The expected answer comprises all lines from the entries that contain the string "dead".

--- Data in this exercise ---

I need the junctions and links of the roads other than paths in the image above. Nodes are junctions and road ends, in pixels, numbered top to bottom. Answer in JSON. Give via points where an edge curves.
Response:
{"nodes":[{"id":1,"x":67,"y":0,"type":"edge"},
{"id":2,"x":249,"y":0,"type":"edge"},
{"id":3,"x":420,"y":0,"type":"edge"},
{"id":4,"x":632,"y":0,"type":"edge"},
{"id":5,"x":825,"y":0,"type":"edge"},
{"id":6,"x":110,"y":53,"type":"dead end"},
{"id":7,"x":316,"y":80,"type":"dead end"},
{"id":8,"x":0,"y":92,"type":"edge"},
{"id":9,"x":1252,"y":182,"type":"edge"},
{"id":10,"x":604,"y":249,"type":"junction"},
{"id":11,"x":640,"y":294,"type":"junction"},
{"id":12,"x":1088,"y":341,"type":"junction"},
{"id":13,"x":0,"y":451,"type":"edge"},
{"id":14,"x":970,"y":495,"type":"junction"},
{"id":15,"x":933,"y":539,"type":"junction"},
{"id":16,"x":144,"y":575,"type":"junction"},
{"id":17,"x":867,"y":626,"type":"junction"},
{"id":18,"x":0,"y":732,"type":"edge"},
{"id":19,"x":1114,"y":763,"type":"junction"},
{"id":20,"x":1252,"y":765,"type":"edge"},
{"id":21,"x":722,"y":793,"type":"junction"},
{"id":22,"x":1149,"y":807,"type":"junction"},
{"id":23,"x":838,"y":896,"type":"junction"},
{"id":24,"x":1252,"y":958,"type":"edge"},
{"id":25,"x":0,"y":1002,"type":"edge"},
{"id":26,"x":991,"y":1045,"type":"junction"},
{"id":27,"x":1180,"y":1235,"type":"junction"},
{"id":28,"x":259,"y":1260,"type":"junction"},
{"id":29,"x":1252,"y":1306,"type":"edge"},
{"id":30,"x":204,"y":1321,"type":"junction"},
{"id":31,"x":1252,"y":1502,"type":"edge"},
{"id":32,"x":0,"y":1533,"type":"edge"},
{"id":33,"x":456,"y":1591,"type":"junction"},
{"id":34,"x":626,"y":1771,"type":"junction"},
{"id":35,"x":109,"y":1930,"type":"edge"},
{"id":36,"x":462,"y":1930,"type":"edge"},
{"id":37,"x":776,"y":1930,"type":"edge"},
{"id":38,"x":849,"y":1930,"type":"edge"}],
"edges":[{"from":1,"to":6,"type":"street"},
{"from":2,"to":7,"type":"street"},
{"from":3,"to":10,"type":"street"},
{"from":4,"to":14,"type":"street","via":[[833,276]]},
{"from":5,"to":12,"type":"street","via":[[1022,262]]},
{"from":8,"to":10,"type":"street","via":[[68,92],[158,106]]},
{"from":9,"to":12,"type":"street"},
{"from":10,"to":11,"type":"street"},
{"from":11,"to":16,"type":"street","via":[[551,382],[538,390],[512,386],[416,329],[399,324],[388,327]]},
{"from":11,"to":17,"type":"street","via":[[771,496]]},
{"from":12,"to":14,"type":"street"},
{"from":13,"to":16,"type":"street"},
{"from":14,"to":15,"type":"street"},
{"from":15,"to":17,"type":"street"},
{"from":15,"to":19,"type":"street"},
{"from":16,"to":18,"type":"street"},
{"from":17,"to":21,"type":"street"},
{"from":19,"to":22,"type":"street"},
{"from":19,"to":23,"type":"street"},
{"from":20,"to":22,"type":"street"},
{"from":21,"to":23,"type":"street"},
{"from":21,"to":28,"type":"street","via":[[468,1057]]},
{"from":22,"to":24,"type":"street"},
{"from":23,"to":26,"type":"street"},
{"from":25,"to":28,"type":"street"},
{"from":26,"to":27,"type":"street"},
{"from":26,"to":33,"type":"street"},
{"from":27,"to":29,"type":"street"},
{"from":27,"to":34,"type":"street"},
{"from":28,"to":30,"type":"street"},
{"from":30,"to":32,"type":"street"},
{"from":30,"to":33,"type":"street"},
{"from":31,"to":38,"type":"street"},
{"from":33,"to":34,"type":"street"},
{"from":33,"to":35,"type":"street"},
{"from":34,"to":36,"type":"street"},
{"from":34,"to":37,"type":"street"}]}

---

## Response for this exercise
{"id":6,"x":110,"y":53,"type":"dead end"},
{"id":7,"x":316,"y":80,"type":"dead end"},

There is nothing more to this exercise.